The interaction analysis from Y2H studies using the LacZ reporter.

(a) The positive control, (b–k) The ten predicted PPIs. Self-activation occurs in groups (g,h) and no interactions occur in groups (i–k).

Figure 6

The interaction analysis from Y2H studies using the Leucine reporter.

(a) The positive control, (b–k) The ten predicted PPIs. Self-activation occurs in groups (g,h) and no interactions occur in groups (i–k).

Figure 7

The interaction analysis from Y2H studies using the LacZ reporter.

(a) The positive control, (b–k) The ten negative controls. No signals were detected.

Figure 8

The interaction analysis from Y2H studies using the Leucine reporter.

(a) The positive control, (b–k) The ten negative controls. No signals were detected.

Figure 9

The interaction analysis using BiFC.

Three interactions were visualized on the confocal microscopy images. Yellow indicates YFP fluorescence and blue indicates nuclei stained with DAPI.

Figure 10

The interaction analysis using BiFC.

No signals were detected.

The PTIR scheme and interface

For the convenience of using the predicted PPI data, we have developed a searchable database, Predicted Tomato Interactome Resource (PTIR). The general process of data identification, integration, annotation, statistics and database development is illustrated in the Methods section. Thereafter, users could find the PPIs of interest through simply entering a Sol ID or UniProt AC. Three search categories are provided: (1) Single Search; (2) Pair Search; and (3) Batch Search ( (Fig. 11a).

Figure 11

The interface of the PTIR.

(a) Three search categories for querying. (b) The results are shown in a tabular format. Users can visualize the detailed information by clicking on the PTIR AC and/or Sol ID. (c) The PPI page. (d) The detailed information for a single protein.

The single search option provides an interface for querying the PTIR with accession numbers (Sol ID or UniProt AC) or the keywords of gene/protein names. The full name and abbreviation are both feasible, where they are automatically normalized with synonyms.

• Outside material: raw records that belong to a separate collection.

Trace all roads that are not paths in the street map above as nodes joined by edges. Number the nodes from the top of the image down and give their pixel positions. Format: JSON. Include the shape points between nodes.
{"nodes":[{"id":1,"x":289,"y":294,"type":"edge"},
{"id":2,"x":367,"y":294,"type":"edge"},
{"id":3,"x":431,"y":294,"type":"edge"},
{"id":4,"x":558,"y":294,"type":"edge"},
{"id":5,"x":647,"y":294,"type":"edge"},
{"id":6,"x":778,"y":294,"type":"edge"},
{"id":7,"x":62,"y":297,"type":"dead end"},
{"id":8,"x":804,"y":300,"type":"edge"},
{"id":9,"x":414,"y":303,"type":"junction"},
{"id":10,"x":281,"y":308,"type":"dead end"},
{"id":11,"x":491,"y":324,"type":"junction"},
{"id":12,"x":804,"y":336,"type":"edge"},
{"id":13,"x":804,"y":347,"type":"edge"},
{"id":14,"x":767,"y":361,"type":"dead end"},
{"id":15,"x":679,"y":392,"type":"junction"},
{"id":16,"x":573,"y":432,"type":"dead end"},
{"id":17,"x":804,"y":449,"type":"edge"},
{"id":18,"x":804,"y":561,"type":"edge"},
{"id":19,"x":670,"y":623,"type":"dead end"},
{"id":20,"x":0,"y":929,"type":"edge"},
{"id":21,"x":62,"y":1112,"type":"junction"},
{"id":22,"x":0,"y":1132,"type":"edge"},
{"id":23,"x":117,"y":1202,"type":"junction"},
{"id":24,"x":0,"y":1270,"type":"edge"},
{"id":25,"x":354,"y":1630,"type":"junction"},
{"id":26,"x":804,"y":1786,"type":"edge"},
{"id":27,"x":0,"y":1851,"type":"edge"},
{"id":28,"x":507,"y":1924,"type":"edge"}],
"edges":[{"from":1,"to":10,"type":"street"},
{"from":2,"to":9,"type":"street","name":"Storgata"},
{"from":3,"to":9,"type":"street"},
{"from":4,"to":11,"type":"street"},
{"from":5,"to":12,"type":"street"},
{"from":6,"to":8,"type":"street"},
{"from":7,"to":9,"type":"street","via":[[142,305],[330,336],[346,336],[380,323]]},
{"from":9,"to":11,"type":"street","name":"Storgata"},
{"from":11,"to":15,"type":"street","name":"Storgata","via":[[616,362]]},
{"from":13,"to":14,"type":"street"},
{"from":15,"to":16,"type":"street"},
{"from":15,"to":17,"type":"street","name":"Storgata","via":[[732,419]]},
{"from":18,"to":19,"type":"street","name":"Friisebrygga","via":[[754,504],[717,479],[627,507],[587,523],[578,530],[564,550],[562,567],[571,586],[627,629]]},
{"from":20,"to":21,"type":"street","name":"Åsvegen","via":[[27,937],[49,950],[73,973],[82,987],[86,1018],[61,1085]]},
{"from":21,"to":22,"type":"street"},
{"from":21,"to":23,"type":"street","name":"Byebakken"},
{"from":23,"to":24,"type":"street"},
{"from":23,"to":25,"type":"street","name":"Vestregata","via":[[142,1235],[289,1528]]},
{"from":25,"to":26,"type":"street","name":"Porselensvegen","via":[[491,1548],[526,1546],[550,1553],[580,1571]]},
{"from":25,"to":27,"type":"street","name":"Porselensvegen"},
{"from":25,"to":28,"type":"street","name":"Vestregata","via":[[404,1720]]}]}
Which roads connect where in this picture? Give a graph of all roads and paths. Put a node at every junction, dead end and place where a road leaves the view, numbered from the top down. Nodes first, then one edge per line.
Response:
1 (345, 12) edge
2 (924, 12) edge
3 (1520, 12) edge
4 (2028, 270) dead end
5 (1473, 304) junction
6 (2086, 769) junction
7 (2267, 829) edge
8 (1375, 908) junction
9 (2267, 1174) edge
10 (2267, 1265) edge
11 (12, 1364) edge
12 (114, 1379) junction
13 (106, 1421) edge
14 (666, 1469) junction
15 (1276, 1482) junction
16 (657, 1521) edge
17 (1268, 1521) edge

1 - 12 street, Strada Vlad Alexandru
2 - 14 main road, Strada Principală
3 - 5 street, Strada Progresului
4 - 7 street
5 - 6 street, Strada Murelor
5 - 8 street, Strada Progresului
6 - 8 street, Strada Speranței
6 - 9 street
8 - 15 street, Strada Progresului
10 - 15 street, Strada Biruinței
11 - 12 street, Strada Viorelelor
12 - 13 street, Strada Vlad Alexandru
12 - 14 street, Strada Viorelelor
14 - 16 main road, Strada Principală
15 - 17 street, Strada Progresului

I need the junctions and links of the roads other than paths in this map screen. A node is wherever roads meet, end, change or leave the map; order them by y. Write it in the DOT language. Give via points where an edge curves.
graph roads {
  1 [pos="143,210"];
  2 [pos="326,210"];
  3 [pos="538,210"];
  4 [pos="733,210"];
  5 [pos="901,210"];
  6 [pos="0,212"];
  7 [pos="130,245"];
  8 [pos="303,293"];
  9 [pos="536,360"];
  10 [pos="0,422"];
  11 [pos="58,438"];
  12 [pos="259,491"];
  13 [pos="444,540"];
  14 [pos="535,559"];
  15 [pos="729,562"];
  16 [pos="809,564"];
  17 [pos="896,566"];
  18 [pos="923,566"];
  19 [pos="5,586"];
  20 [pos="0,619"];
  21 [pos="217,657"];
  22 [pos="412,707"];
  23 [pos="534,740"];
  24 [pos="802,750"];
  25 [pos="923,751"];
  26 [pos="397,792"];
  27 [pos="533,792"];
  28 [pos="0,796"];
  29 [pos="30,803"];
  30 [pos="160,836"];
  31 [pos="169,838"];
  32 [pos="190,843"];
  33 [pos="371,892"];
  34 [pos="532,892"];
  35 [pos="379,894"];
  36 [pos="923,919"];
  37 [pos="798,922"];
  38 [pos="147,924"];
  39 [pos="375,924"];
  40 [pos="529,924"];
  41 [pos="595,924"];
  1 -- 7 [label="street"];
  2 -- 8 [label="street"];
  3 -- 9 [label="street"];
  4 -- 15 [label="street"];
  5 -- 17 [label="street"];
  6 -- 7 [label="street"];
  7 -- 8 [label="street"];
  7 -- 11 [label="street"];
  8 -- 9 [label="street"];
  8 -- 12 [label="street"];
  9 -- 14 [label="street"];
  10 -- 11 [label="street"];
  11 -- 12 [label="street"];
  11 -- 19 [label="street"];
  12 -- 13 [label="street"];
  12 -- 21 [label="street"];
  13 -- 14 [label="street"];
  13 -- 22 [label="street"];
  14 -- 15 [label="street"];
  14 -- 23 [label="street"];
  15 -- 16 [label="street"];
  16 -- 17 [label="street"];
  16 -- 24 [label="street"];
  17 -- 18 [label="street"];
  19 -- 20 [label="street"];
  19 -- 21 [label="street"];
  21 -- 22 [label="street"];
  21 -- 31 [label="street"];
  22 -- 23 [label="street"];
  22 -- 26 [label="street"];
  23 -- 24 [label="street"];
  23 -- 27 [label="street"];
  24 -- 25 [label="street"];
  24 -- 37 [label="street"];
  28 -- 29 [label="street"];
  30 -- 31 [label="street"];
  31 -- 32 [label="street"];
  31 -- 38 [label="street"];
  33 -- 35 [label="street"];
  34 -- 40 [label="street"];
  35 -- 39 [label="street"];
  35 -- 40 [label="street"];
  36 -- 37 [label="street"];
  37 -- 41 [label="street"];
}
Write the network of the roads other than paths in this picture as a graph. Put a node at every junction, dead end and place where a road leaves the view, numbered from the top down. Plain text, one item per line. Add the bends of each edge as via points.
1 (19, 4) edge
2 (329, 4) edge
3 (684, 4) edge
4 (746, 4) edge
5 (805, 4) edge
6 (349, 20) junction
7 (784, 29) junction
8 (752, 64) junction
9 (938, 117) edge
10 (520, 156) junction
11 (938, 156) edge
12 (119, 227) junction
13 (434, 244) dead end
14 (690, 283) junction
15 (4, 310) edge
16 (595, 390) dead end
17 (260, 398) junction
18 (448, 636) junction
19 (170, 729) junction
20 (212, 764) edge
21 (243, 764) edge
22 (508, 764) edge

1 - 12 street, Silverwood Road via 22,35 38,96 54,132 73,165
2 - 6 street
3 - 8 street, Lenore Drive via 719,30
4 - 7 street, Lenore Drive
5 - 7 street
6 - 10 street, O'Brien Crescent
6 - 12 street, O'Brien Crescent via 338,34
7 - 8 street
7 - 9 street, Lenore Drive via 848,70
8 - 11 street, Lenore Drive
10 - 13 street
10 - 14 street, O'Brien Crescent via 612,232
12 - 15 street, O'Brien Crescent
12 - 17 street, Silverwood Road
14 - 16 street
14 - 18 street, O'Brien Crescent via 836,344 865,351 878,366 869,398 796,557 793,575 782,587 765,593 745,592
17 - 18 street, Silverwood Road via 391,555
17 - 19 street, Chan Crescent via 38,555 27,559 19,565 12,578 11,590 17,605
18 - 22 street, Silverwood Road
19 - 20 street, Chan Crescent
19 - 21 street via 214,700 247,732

The pair search options are accession number centric. Users can find the potential PPIs with their identifiers of Sol ID and UniProt AC. Two identifiers in the text boxes should be consistent. Only if these two proteins interact with each other, the records will be found.

The batch search option allows users to input a list of protein identifiers (Sol ID or UniProt AC), or to upload a file containing accession numbers. Before submitting, the algorithms in the settings should be specified to show the interactions between the proteins involved or the interactions involving any one of the proteins.

After searching, the results are shown in a tabular format, containing PTIR AC, Sol ID (protein A), UniProt AC (protein A), Protein name (protein A), Sol ID (protein B), UniProt AC (protein B), Protein name (protein B) (Fig. 11b). From this table, users can browse the detailed information of PPIs and the interacting proteins involved by clicking on their corresponding links. In the PPI pages (Fig. 11c), the brief description of score, the information of interaction type and experimental methods for initial PPIs in the reference species are shown. Furthermore, Protein names, Protein sequence and length, Molecular weight (MW), Theoretical PI, Pfam domain, Gene names, DNA and RNA sequence, RefSeq, UniGene, Chromosome location, Subcellular localization and GO annotation are listed in the detailed description of each interacting protein (Fig. 11d). Access to the known databases’ interpretation of corresponding description is also provided. In addition, the Cytoscape Web66, a web browser applet, has been integrated into the web pages and used to visualize the interacting proteins (nodes) and potential interactions (edges), where the proteins are graphed as nodes (one dimension) and the interactions are graphed as edges (two dimension). It is hoped that these information will effectively aid users to explore the relationship between proteins of interest. Finally, users can interact with the network and save it in different formats (network maps or network data).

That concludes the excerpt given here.